The Imperial's main route ran west to Los Angeles. Heading west of Yuma it went into Mexico for two stops, then returned to Calexico; there, the main route continued to Los Angeles.

A southern branch split from the main route at Calexico on the San Diego Short Line. It crossed the Mexico–United States border, then made stops in Baja California at Mexicali, before returning to California, stopping in Calexico and El Centro. It then crossed into Mexico, stopping at Tijuana, and finally crossed to the United States to finish in San Diego.

The route had its origins as a local train between San Diego and Yuma.
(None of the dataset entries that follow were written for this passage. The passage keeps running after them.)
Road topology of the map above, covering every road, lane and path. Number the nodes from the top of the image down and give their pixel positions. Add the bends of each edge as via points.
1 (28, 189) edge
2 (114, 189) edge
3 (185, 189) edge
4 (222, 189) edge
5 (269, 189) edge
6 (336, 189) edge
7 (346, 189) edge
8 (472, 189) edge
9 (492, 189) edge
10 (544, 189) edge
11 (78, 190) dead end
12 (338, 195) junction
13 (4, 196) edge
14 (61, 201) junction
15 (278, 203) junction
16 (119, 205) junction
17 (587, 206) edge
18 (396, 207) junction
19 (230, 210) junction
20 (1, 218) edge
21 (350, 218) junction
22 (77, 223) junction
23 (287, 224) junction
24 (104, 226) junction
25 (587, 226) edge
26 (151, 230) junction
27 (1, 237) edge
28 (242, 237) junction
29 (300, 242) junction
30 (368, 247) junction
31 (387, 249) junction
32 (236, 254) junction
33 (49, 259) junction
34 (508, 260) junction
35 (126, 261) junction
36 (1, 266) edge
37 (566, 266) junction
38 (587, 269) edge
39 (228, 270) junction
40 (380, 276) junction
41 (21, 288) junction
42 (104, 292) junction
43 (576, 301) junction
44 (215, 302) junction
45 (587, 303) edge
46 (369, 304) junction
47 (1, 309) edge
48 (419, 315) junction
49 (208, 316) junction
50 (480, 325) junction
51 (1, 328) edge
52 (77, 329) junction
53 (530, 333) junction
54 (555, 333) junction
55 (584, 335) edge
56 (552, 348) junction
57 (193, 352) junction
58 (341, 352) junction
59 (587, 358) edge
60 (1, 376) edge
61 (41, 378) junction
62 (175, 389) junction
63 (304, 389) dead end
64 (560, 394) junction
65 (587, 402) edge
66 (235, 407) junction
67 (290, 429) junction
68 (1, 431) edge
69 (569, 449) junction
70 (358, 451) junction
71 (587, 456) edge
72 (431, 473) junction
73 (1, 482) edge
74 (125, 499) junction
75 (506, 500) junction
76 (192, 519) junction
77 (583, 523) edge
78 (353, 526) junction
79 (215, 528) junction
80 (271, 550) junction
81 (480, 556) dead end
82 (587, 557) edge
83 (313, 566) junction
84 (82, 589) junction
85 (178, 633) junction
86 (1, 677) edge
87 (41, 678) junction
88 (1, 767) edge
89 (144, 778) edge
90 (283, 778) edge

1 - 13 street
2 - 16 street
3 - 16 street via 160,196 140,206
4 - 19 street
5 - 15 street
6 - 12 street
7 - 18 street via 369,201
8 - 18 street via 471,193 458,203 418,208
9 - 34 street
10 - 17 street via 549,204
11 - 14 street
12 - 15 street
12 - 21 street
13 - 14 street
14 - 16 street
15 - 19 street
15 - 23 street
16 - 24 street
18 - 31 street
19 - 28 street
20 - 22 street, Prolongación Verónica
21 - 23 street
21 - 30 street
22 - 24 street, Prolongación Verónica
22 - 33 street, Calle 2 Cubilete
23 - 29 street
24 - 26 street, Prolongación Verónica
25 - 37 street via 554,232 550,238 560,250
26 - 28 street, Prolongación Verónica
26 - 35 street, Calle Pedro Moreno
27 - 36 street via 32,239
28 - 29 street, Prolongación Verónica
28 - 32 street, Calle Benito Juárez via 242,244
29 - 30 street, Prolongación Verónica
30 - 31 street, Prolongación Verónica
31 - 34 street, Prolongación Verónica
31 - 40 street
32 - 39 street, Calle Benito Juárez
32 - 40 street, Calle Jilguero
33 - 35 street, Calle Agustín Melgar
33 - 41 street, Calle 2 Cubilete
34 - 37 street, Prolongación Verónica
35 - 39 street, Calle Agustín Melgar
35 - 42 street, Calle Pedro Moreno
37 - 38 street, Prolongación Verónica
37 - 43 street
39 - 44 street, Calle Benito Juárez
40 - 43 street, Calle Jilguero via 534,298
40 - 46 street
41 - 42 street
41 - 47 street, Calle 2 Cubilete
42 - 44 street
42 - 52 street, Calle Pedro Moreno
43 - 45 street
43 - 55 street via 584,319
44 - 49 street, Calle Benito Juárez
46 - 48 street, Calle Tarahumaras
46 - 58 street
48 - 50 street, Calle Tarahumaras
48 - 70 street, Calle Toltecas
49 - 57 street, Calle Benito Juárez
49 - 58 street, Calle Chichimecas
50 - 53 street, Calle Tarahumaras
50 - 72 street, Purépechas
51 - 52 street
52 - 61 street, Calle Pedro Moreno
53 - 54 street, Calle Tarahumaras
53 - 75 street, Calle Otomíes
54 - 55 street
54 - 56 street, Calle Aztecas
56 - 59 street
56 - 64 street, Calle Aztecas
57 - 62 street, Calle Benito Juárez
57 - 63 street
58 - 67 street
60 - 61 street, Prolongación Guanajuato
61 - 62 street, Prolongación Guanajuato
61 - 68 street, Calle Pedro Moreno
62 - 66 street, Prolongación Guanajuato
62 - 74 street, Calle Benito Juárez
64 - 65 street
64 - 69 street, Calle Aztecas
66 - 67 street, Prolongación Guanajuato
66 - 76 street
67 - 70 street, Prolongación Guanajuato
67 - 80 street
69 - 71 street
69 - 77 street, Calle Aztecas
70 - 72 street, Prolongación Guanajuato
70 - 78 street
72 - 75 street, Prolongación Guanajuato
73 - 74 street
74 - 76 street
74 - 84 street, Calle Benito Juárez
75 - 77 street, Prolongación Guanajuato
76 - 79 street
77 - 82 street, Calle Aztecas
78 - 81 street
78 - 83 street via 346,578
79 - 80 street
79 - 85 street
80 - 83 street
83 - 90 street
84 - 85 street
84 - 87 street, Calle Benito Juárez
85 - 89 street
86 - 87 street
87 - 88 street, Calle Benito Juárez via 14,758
It was suspended from 1942 to 1946, as a result of World War II. Its service was truncated by 1958, continuing into 1967.

== Major stops ==
- Chicago (LaSalle Street Station)
- Rock Island
- Kansas City (Kansas City Union Station)
- Topeka (Great Overland Station)
- Tucumcari
- El Paso
- Tucson
- Phoenix
- Yuma
- Palm Springs
- Los Angeles (Union Station (Los Angeles))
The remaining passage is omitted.